Cerpen : Novita Sari
Pagi ini aku bangun tidak seperti biasanya. Mataku terbuka tanpa mendengar suara alarm. kulihat handphone mungil masih tergeletak di samping bantal. Tidak masalah, soalnya aku masih bisa bangun tepat waktu. Cepat-cepat kulipatkan selimut dan segera mengenakan seragam putih abu-abu. Setelah itu aku beranjak ke rak sepatu dan segera memakai sepatu hitam bertali lengkap dengan kaos kaki putih.
Setelah persiapan selesai, aku pun keluar dari kamar.
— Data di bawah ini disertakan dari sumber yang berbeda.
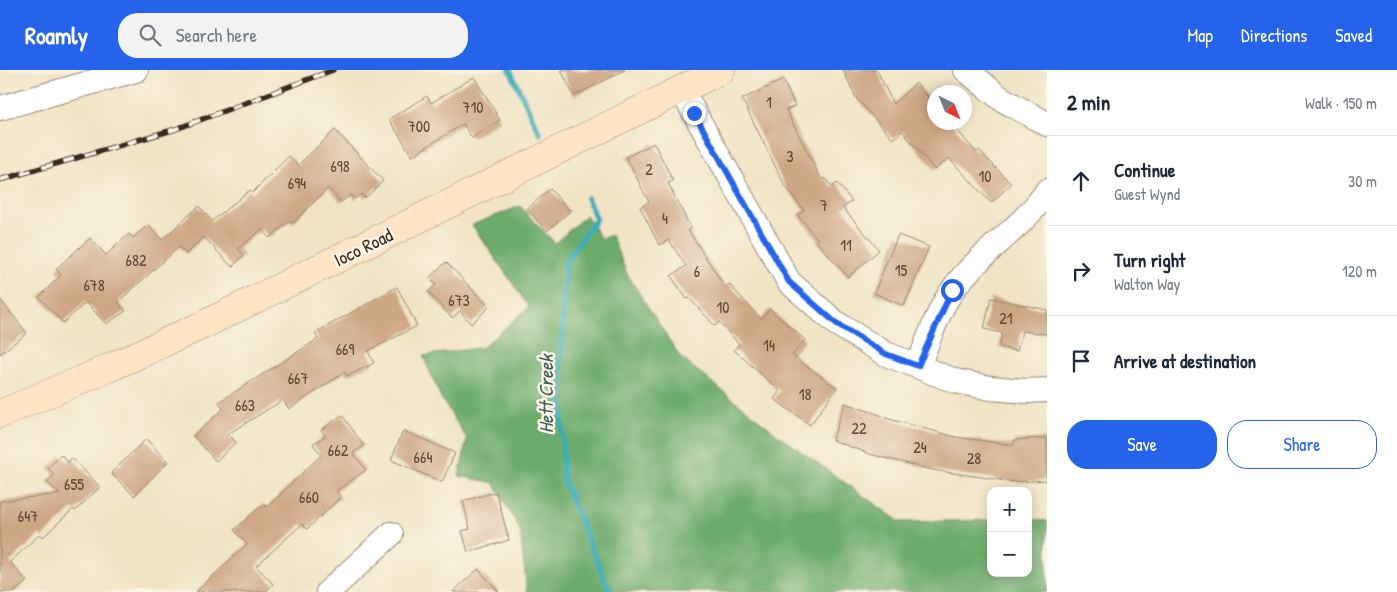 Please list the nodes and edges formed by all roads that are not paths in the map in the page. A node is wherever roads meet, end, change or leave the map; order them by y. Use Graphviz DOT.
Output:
graph roads {
  1 [pos="136,70"];
  2 [pos="721,70"];
  3 [pos="966,70"];
  4 [pos="681,89"];
  5 [pos="0,108"];
  6 [pos="1047,124"];
  7 [pos="1047,191"];
  8 [pos="918,366"];
  9 [pos="1047,390"];
  10 [pos="0,414"];
  11 [pos="391,534"];
  12 [pos="328,592"];
  1 -- 5 [label="street"];
  2 -- 4 [label="main road, Ioco Road"];
  3 -- 6 [label="street"];
  4 -- 8 [label="street"];
  4 -- 10 [label="main road, Ioco Road"];
  7 -- 8 [label="street"];
  8 -- 9 [label="street"];
  11 -- 12 [label="street"];
} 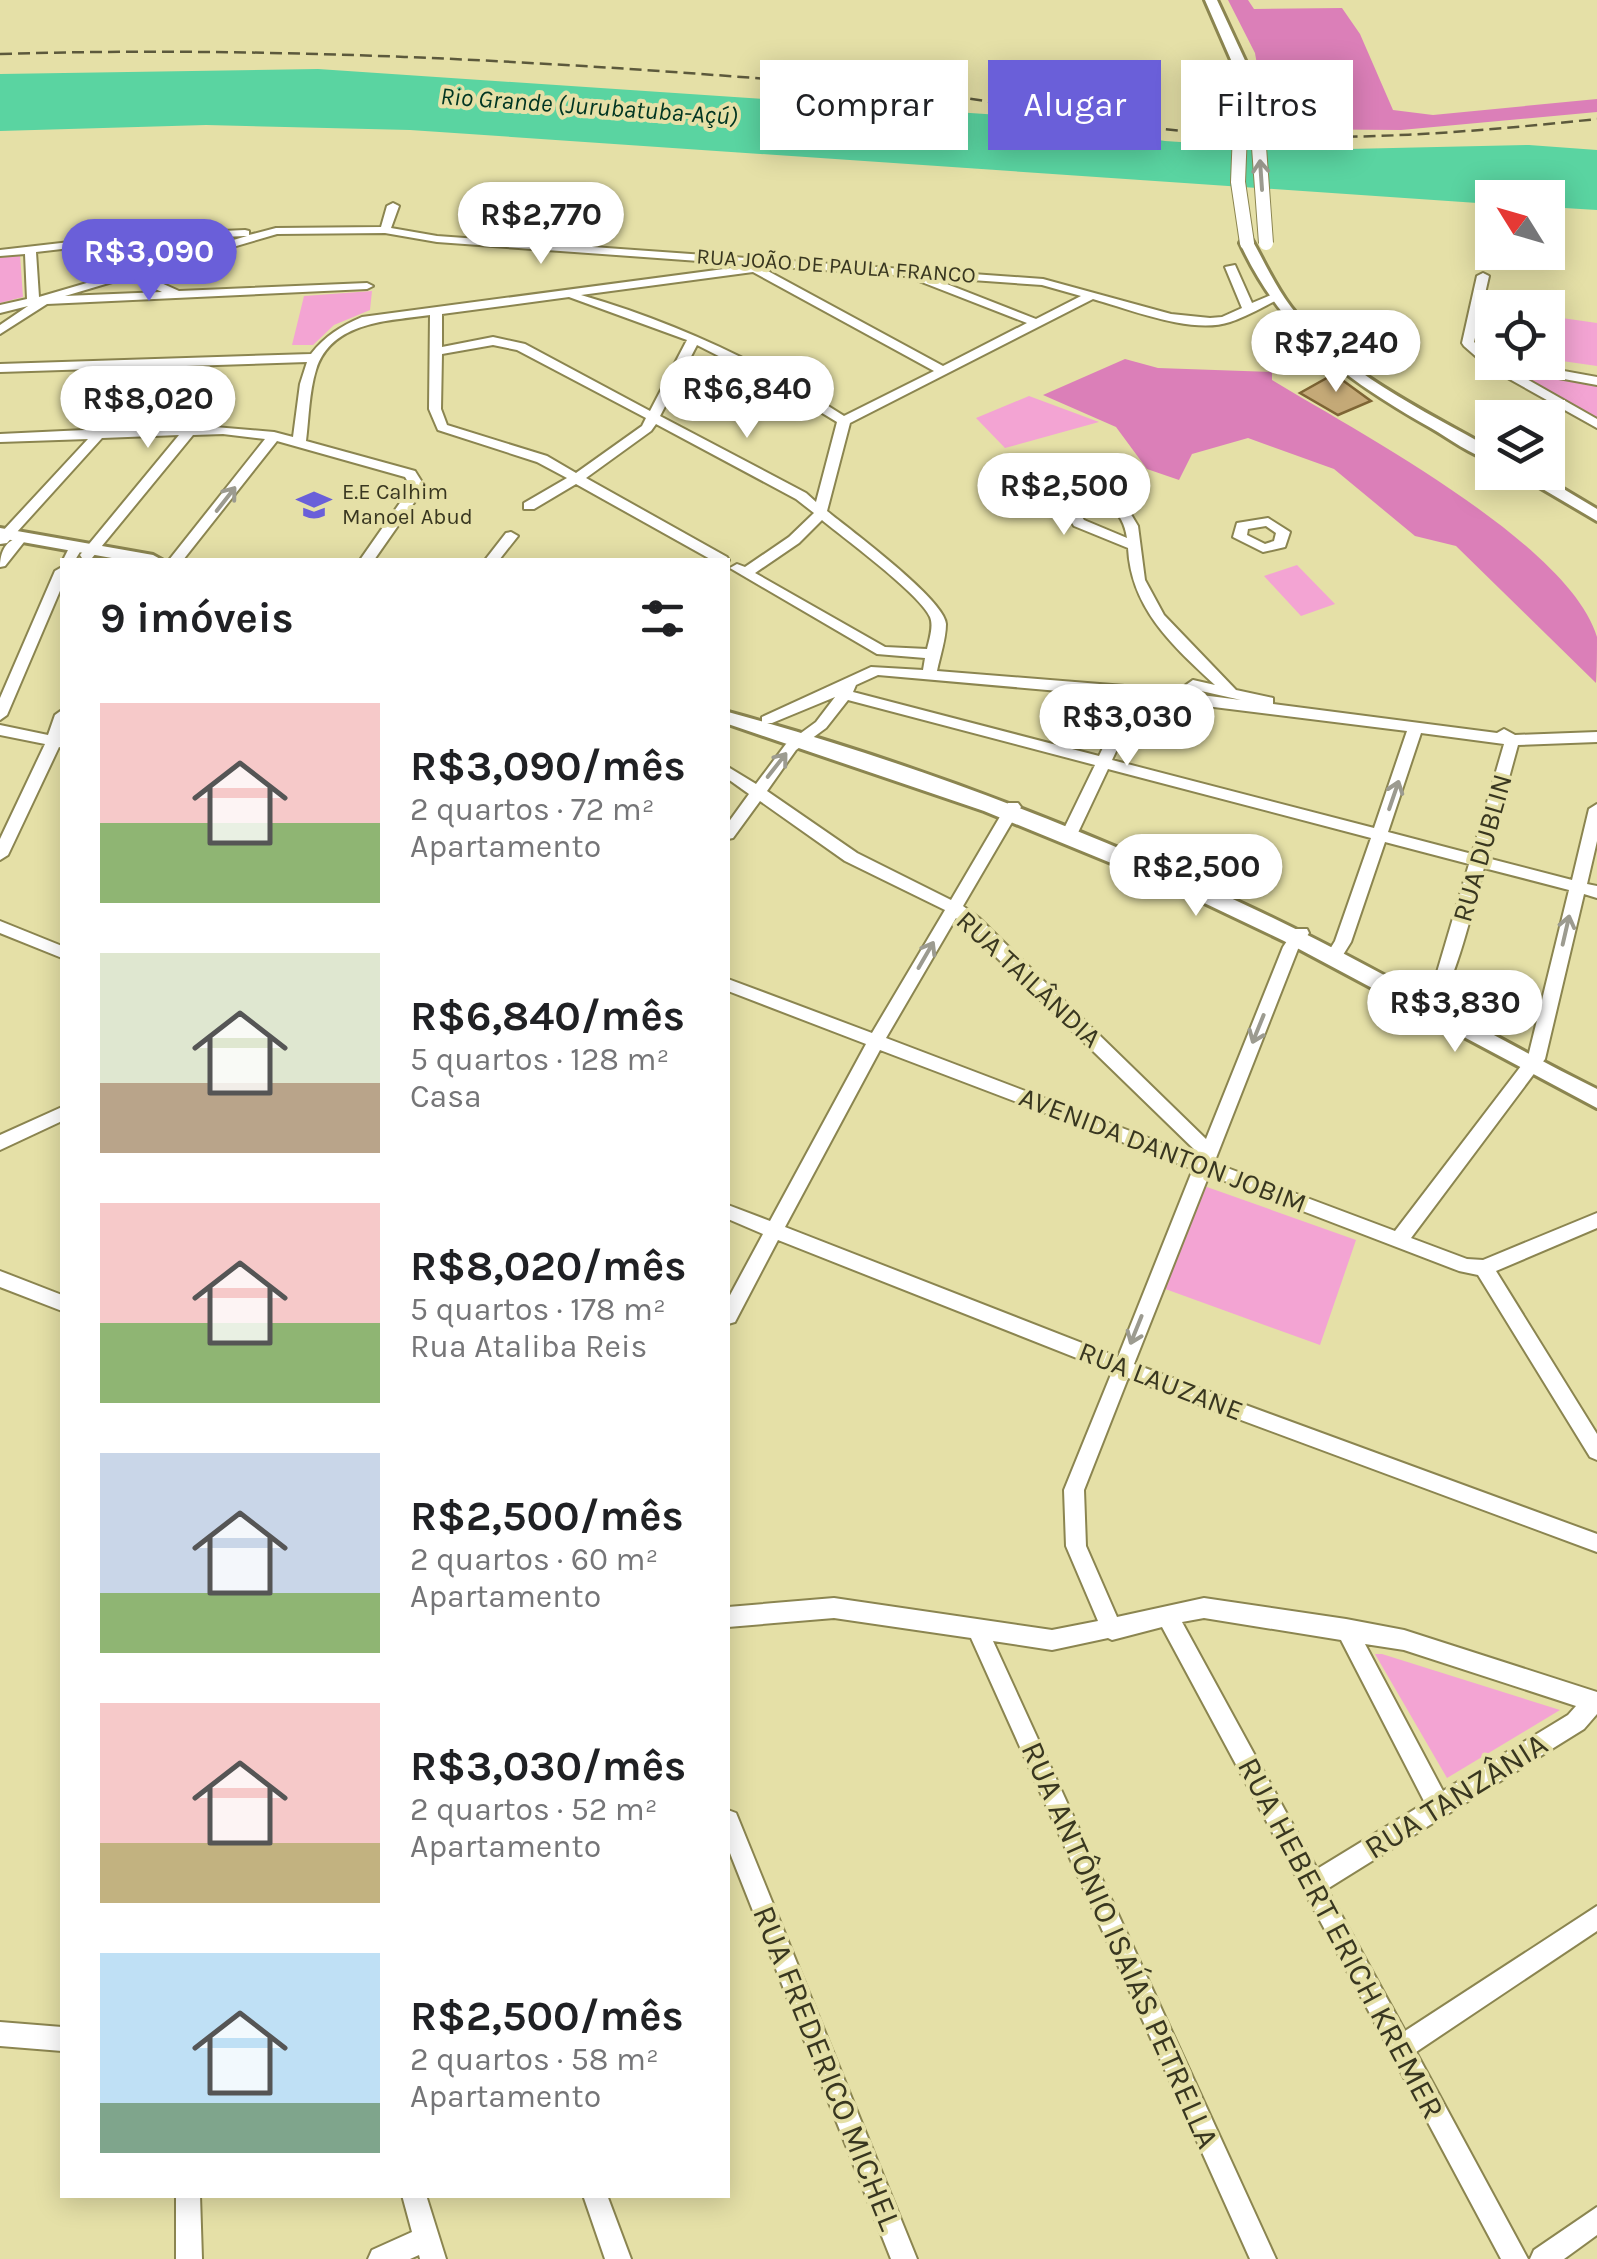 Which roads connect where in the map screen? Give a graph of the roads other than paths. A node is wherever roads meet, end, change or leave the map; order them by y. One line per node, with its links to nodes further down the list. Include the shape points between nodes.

Kuturuni anak tangga yang menghubungkan lantai atas dengan lantai bawah.
“Aneh !!!”Pikirku, “Sejak kapan suasana di rumahku jadi sunyi seperti ini?
“ibu…….” Suaraku memecah kesunyian. Tak ada jawaban sama sekali “mungkin ibu sedang pergi ke pasar”.,gumamku. Lalu aku pun mencoba untuk memanggil ayah.
“Ayah…..” tak ada jawaban yang ku dengar
“Apakah semuanya sedang tidak ada di rumah ?”gumamku lagi.
Aku sangat heran rumahku sangat sepi, sama sekali tidak ada orang. Ingin bertanya, tetapi tak ada seorang pun yang bisa kucerca dengan berbagai pertanyaan. Segera kuambil tasku dan berangkat ke sekolah tanpa berpamitan dengan ayah dan ibu.
Sampai sekolah, dalam hati masih bertanya “Kenapa orang tuaku tidak ada di rumah” Akhirnya guru pun masuk ke dalam kelas dan memulai pelajaran, Aku masih saja teringat dengan kedua orang tua hingga aku tidak fokus belajar.
Setiap guru yang masuk dan teman-teman heran dengan sikapku yang tiba-tiba menjadi pendiam, karena di kelasa aku dikenal sangat periang. Rasanya aku ingin cepat-cepat pulang ke rumah, hatiku gelisah memikirkan ayah dan ibu.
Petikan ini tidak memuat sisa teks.